Noneconomic nuisance damages must “be specially stated” in the
operative pleading. A. & P. Food Stores, Inc. v. Kornstein, 121 So. 2d 701,
705 (Fla. 3d DCA 1960) (on rehearing); see also Fla. R. Civ. P. 1.120(g)
(“When items of special damage are claimed, they shall be specifically
stated.”). This is because special damages must be “particularly specified in
a complaint in order to apprise the opposing party of the nature” of the
damages claimed. Land Title of Cent. Fla., LLC v. Jimenez, 946 So. 2d 90,
93 (Fla. 5th DCA 2006); see also id. (“The purpose of the special damages
rule is to prevent surprise at trial.”).
5 Here, the Shaws requested damages for loss of quiet enjoyment in
their complaint, and they introduced evidence at trial to support their
impairment of use of the property, along with their diminished quality of life.

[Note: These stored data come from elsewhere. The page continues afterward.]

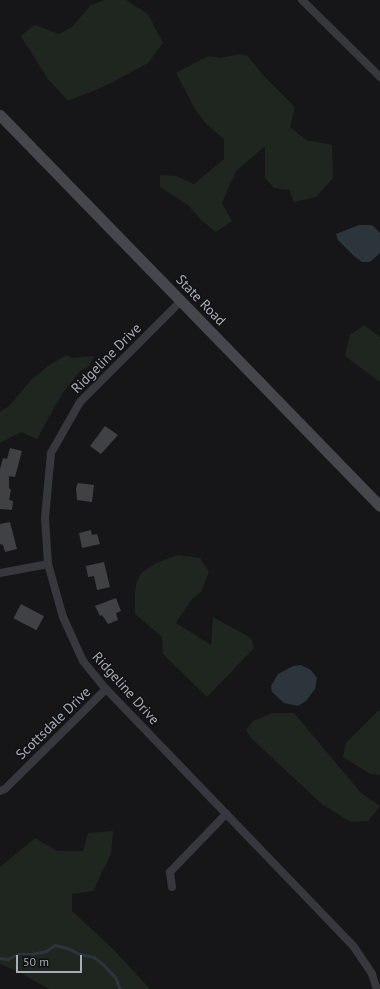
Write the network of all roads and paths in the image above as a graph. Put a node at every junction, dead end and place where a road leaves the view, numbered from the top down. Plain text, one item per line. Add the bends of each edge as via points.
1 (302, 0) edge
2 (380, 77) edge
3 (0, 115) edge
4 (181, 301) junction
5 (380, 506) edge
6 (48, 564) junction
7 (0, 573) edge
8 (106, 689) junction
9 (0, 791) edge
10 (226, 814) junction
11 (172, 887) dead end
12 (377, 989) edge

1 - 2 street
3 - 4 main road, State Road
4 - 5 main road, State Road
4 - 6 street, Ridgeline Drive via 80,402 51,453 45,518
6 - 7 street
6 - 8 street, Ridgeline Drive via 63,617 83,661
8 - 9 street, Scottsdale Drive via 5,789
8 - 10 street, Ridgeline Drive
10 - 11 street via 170,872
10 - 12 street, Ridgeline Drive via 354,946 372,974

Accordingly, we conclude they sufficiently pled and proved nuisance
damages. See Exxon Corp., 474 So. 2d at 1273–74 (“The ‘injury’ arising
from a nuisance is annoyance, discomfort, inconvenience, or sickness. The
judge did not here award damages for mental suffering as such, nor
specifically for physical illness alone, but for those damages generally
caused by a nuisance.”) (citing Nitram Chemicals, 200 So. 2d at 225);
Kingston Square Tenants Ass’n v. Tuskegee Gardens, Ltd., No.
916029CIVUNGAROBENAG, 1994 WL 808074, at *7 (S.D. Fla. June 8,
1994) (“[T]he jury may award damages based on its determination of what
would compensate a reasonable person enduring exposure to the
circumstances constituting the nuisance.”).